Seychellen Geschichte

Seychellen Geschichte 

Im Jahre 1502 wurden die Seychellen das erste Mal erwähnt, als der Portugiese Vasco da Gama die Insel erkundet haben soll. Wahrscheinlich haben aber arabische Händler die Insel schon viel früher aufgesucht.
Während des 16. Jahrhunderts besuchten Portugiesen die Insel wiederholt und gaben manchen Inseln einen Namen.
Im Jahre 1742 sandte der französische Gouverneur von Mauritius eine Expedition zu den Seychellen, so dass bei einer zweiten Erkundungsfahrt 1756 der Besitzanspruch Frankreichs auf die Inseln erneuert wurde. Man benannte die Inseln nach dem Finanzminister Ludwig XV Moreau de Seychelles.
In der zweiten Hälfte des 18. Jahrhunderts begannen französische Siedler und ihre Sklaven die Seychellen zu besiedeln. 1771 wurde die erste Pflanzung gegründet, deren Produkte mit den Holländern, die den Gewürzhandel beherrschten, konkurrieren sollten. Zu jener Zeit wurden die Seychellen, ebenso wie Sansibar, auch als Zwischenstation für den Handel mit Sklaven aus Afrika, Indien und Madagaskar benutzt.

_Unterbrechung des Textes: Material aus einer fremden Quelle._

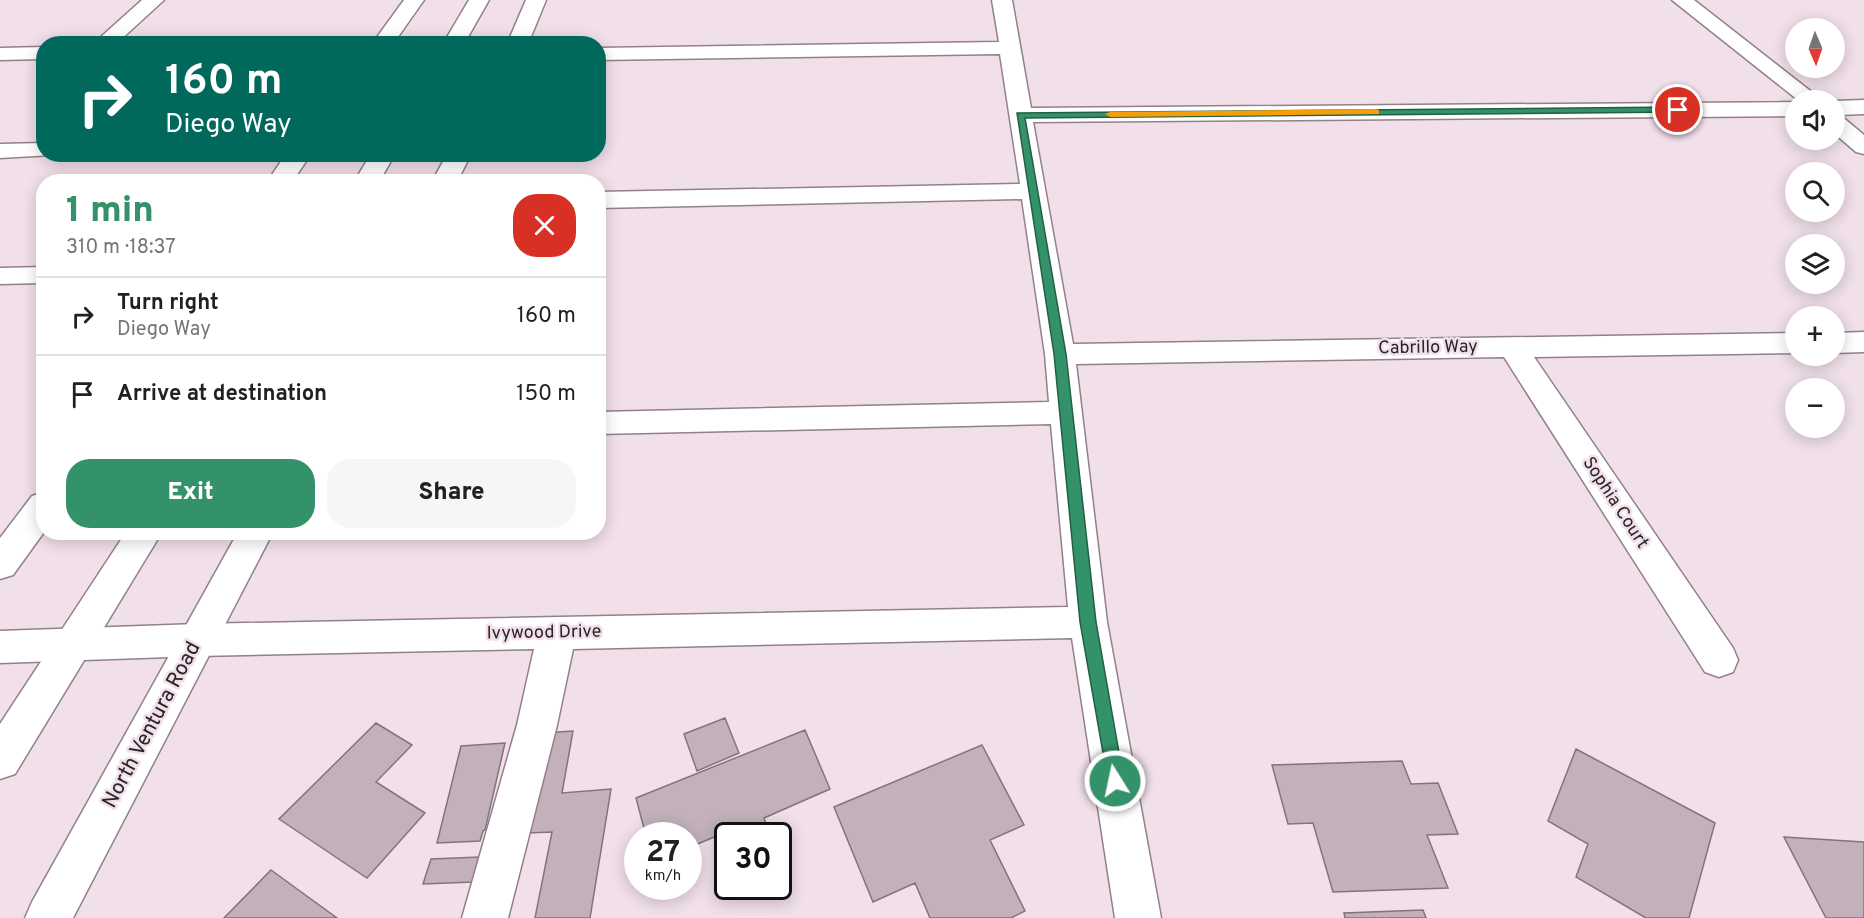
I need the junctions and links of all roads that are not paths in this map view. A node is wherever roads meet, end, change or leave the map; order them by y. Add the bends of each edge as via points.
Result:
1 (154, 0) edge
2 (414, 0) edge
3 (479, 0) edge
4 (536, 0) edge
5 (1002, 0) edge
6 (1682, 0) edge
7 (112, 36) edge
8 (388, 36) edge
9 (458, 36) edge
10 (520, 36) edge
11 (1010, 48) junction
12 (0, 54) edge
13 (36, 54) edge
14 (606, 54) edge
15 (1798, 90) edge
16 (1864, 107) edge
17 (1845, 108) edge
18 (1785, 109) edge
19 (1020, 115) junction
20 (1845, 130) edge
21 (1864, 147) edge
22 (36, 150) edge
23 (0, 151) edge
24 (1033, 191) junction
25 (606, 200) edge
26 (36, 275) edge
27 (0, 276) edge
28 (1864, 342) edge
29 (1785, 343) edge
30 (1845, 343) edge
31 (1512, 346) junction
32 (1060, 354) junction
33 (1066, 413) junction
34 (606, 423) edge
35 (36, 516) edge
36 (140, 540) edge
37 (252, 540) edge
38 (0, 565) edge
39 (1088, 622) junction
40 (557, 633) junction
41 (198, 640) junction
42 (75, 643) junction
43 (0, 647) edge
44 (1719, 660) dead end
45 (0, 760) edge
46 (48, 918) edge
47 (485, 918) edge
48 (1138, 918) edge

1 - 7 street
2 - 8 street
3 - 9 street
4 - 10 street
5 - 11 street
6 - 15 street
11 - 14 street
11 - 19 street
12 - 13 street
16 - 17 street
18 - 19 street
19 - 24 street
20 - 21 street
22 - 23 street
24 - 25 street
24 - 32 street
26 - 27 street
28 - 30 street
29 - 31 street, Cabrillo Way
31 - 32 street, Cabrillo Way
31 - 44 street, Sophia Court
32 - 33 street
33 - 34 street
33 - 39 street
35 - 38 street
36 - 42 street
37 - 41 street, North Ventura Road
39 - 40 street, Ivywood Drive
39 - 48 street
40 - 41 street, Ivywood Drive
40 - 47 street via 537,725
41 - 42 street, Ivywood Drive
41 - 46 street, North Ventura Road
42 - 43 street, Ivywood Drive
42 - 45 street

Auf Grund der isolierten Lage der Seychellen verbannten französische und britische Regierungen unliebsame Staatsbürger hierher.
Im Jahre 1794 annektierten die Briten die Seychellen. In den folgenden 13 Jahren wechselten die Inseln sieben Mal den Besitzer. Im Jahre 1811 wurden die Seychellen dann endgültig von den Briten besetzt. 1814 schließlich wurden ihnen die Seychellen und Mauritius auch vertraglich zugesprochen. Ein Jahr später wurden die Seychellen unter die Verwaltung von Mauritius gestellt.
1835 wurde die Sklaverei abgeschafft.
1853 wurde die Römisch-katholische Kirche offizielle Kirche der Seychellen.
Im Jahre 1903 wurden die Seychellen eine separate britische Kronkolonie.
1948 fanden die ersten Wahlen zu einer Gesetz gebenden Versammlung statt, so dass nach mehrjährigen Verhandlungen und Entwicklungen die Seychellen am 29.06.1976 eine souveräne Republik wurde.
Bereits 1964 waren zwei Partien gegründet worden, Seychelles People's United Party unter Führung von Albert René und der Seychelles Democratic Party unter Führung von James Mancham. Ein Jahr später allerdings stürzte der Premierminister France René den Präsidenten James Mancham und ernannte sich zum neuen Präsidenten. 1978 machte René die Seychellen zu einem Einparteienstaat, was zur Flucht von etwa 10.000 Einwohnern führte, ansonsten aber unblutig blieb. Nun herrschte eine sozialistische Regierung. Die "Seychelles People's United Party" (SPUP) wird in "Seychelles People's Progressive Front" (SPPF) umbenannt.
Nach wiederholten Versuchen, René zu stürzen und Mancham wieder als Präsidenten einzusetzen (1981 scheiterte ein Putschversuch von getarnten Söldnern, 1982 schlugen Truppen aus Tanzania eine Rebellion der Armee nieder), stellte René auf Druck ausländischer Geldgeber das Mehrparteiensystem wieder her. Renés Partei, die Seychelles People's Progressive, gewann die Wahlen 1993 und 1998. René wandte sich nun auch einer freien Marktwirtschaft zu.
Im Jahre 2001 begann die sechste Amtsperiode von Albert René. Die Wahlen sind jedoch nur knapp ausgefallen, denn die UO (Wavel Ramkalawan) gewann bereits 44,95% der Stimmen.
Seit dem 14.04.2004 ist James Alix Michel Präsident der Seychellen. Er hatte vorher bereits das Amt des Vizepräsidenten inne. Die Präsidentschaftswahlen finden alle 5 Jahre (seit 2001 getrennt von den Parlamentswahlen) statt. Das Staatsoberhaupt ist gleichzeitig auch der Regierungschef.